A 58-year-old woman presents with fever, chills, vomiting, and right-upperquadrant abdominal pain. She has had diarrhea for several days and has lost 15 lb over the last 6 weeks. Six months ago, she took a cruise through the Panama Canal to Nicaragua, Costa Rica, Mexico, and El Salvador.
The patient undergoes CT-guided liver biopsy with drain placement. Cultures grow Klebsiella pneumoniae, and she is started on intravenous piperacillin-tazobactam for 4 weeks, followed by 4 weeks of oral ciprofloxacin.
Follow-up evaluation at 4 weeks and at 8 weeks shows improvement in the patient’s condition, with CT of the abdomen and pelvis showing a gradual decrease in the size of the abscess.
K pneumoniae has emerged as the most common organism seen in pyogenic liver abscess.1 Initially seen in Taiwan in the 1980s, K pneumoniae liver abscess is becoming more common in the United States.2 Diabetes and impaired fasting glucose have both been implicated as potential risk factors, but the condition is also seen in nondiabetic patients.3 Although pyogenic liver abscess is commonly a sequela of biliary disease, K pneumoniae liver abscess is more often cryptogenic. 1 Clinical manifestations usually include fever, abdominal pain in the right upper quadrant, nausea, and vomiting.
In this patient, no clear relationship was established between her travel and her illness.
GREATER RISK OF SPREAD
K pneumoniae liver abscess is more likely to spread than polymicrobial liver abscess.3 It is associated with endophthalmitis, meningitis, brain abscess, and septic pulmonary embolism.3 Diabetic patients are particularly susceptible to metastatic foci.3 The reason is not well understood, but poor glycemic control leading to impaired neutrophil phagocytosis is thought to play a role.4
DIAGNOSIS AND TREATMENT
Liver abscesses are associated with elevated alkaline phosphatase levels, hyperbilirubinemia, leukocytosis, hypoalbuminemia, and anemia.
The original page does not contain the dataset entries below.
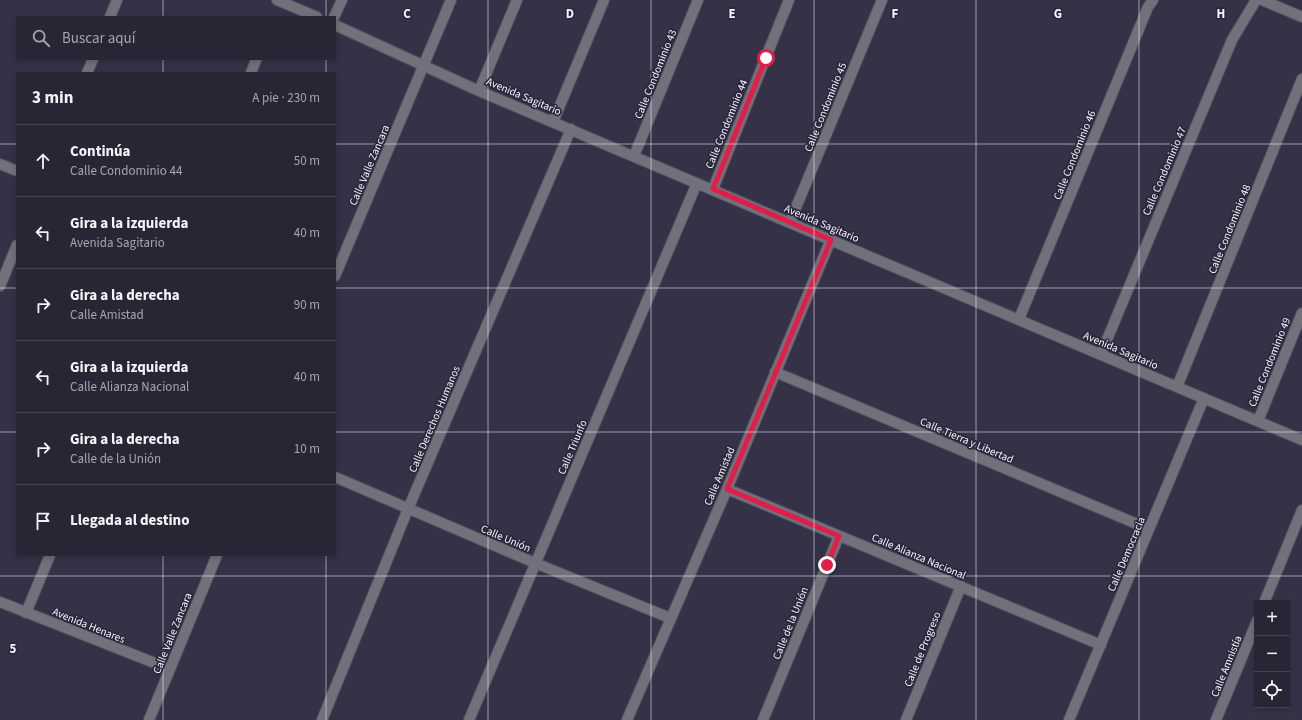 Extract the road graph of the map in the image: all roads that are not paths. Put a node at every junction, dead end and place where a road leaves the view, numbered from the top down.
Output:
1 (117, 0) edge
2 (277, 0) edge
3 (342, 0) edge
4 (451, 0) edge
5 (517, 0) edge
6 (604, 0) edge
7 (698, 0) edge
8 (789, 0) edge
9 (882, 0) edge
10 (1256, 0) edge
11 (1262, 0) edge
12 (1151, 3) edge
13 (110, 16) edge
14 (315, 16) edge
15 (334, 16) edge
16 (1302, 17) edge
17 (336, 25) edge
18 (93, 60) edge
19 (256, 60) dead end
20 (425, 65) junction
21 (87, 72) edge
22 (251, 72) edge
23 (1302, 79) edge
24 (480, 90) junction
25 (553, 122) junction
26 (571, 129) junction
27 (634, 156) junction
28 (0, 164) edge
29 (16, 171) edge
30 (697, 183) junction
31 (713, 189) junction
32 (790, 222) junction
33 (831, 240) junction
34 (16, 247) edge
35 (336, 274) edge
36 (0, 286) edge
37 (1302, 313) edge
38 (1020, 319) junction
39 (1101, 354) junction
40 (776, 372) junction
41 (1177, 387) junction
42 (1204, 398) junction
43 (1258, 421) junction
44 (1302, 440) edge
45 (336, 477) edge
46 (727, 489) junction
47 (408, 509) junction
48 (1302, 510) edge
49 (1149, 529) junction
50 (839, 536) junction
51 (50, 556) edge
52 (217, 556) edge
53 (535, 564) junction
54 (961, 586) junction
55 (1265, 600) edge
56 (0, 602) edge
57 (26, 612) junction
58 (670, 618) junction
59 (1254, 628) edge
60 (1101, 645) junction
61 (170, 669) junction
62 (149, 720) edge
63 (322, 720) edge
64 (469, 720) edge
65 (627, 720) edge
66 (763, 720) edge
67 (906, 720) edge
68 (1069, 720) edge
69 (1216, 720) edge

1 - 13 street
2 - 14 street
3 - 15 street
4 - 20 street, Calle Valle Zancara
5 - 24 street
6 - 25 street
7 - 27 street, Calle Condominio 43
8 - 31 street, Calle Condominio 44
9 - 32 street, Calle Condominio 45
10 - 39 street, Calle Condominio 47
11 - 16 street
12 - 38 street, Calle Condominio 46
17 - 20 street, Avenida Sagitario
18 - 21 street
19 - 22 street
20 - 24 street, Avenida Sagitario
20 - 35 street, Calle Valle Zancara
23 - 41 street, Calle Condominio 48
24 - 25 street, Avenida Sagitario
25 - 26 street, Avenida Sagitario
26 - 27 street, Avenida Sagitario
26 - 47 street, Calle Derechos Humanos
27 - 30 street, Avenida Sagitario
28 - 29 street
30 - 31 street, Avenida Sagitario
30 - 53 street, Calle Triunfo
31 - 32 street, Avenida Sagitario
32 - 33 street, Avenida Sagitario
33 - 38 street, Avenida Sagitario
33 - 40 street, Calle Amistad
34 - 36 street
37 - 43 street, Calle Condominio 49
38 - 39 street, Avenida Sagitario
39 - 41 street, Avenida Sagitario
40 - 46 street, Calle Amistad
40 - 49 street, Calle Tierra y Libertad
41 - 42 street, Avenida Sagitario
42 - 43 street, Avenida Sagitario
42 - 49 street, Calle Democracia
43 - 44 street, Avenida Sagitario
45 - 47 street, Calle Unión
46 - 50 street, Calle Alianza Nacional
46 - 58 street, Calle Amistad
47 - 53 street, Calle Unión
47 - 63 street, Calle Derechos Humanos
48 - 55 street
49 - 60 street, Calle Democracia
50 - 54 street, Calle Alianza Nacional
50 - 66 street, Calle de la Unión
51 - 57 street
52 - 61 street, Calle Valle Zancara
53 - 58 street, Calle Unión
53 - 64 street, Calle Triunfo
54 - 60 street, Calle Alianza Nacional
54 - 67 street, Calle de Progreso
56 - 57 street, Avenida Henares
57 - 61 street, Avenida Henares
58 - 65 street, Calle Amistad
59 - 69 street, Calle Amnistía
60 - 68 street, Calle Democracia
61 - 62 street, Calle Valle Zancara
As bacteremia is often seen with K pneumoniae liver abscess, blood cultures should be obtained.1 Imaging studies should include right-upper-quadrant ultrasonography if suspicion is high for concomitant biliary disease, and also CT with intravenous contrast to better quantify the dimensions of the abscess.5
Treatment includes empiric parenteral antibiotics and percutaneous drainage. In addition, culture of purulent material for aerobic and anaerobic organisms helps guide antibiotic treatment.
The antibiotic regimen should consist of a first- or third-generation beta-lactamase inhibitor, with or without an aminoglycoside.3 Patients unable to tolerate beta-lactam antibiotics can be given a fluoroquinolone.
The results of cultures and determination of antibiotic sensitivities help to further modifiy antibiotic therapy. Antibiotic therapy may be needed for 4 to 6 weeks. Parenteral antibiotics are recommended initially, and if a patient responds to therapy, treatment can be switched to oral antibiotics to complete the course of treatment.
Although antibiotics with percutaneous drainage are the recommended course of therapy, surgical drainage is sometimes necessary and is best done with the input of a hepatobiliary surgeon. Patients with abscesses larger than 5 cm who had surgical drainage had better clinical outcomes than those who had percutaneous drainage,6 but monitoring the response to antibiotics and the patient’s clinical course is very important when determining the need for emergency surgical intervention vs percutaneous drainage.6
Follow-up imaging is necessary to evaluate the response to therapy, to determine the continued need for antibiotics, and to assess for any further need for drainage.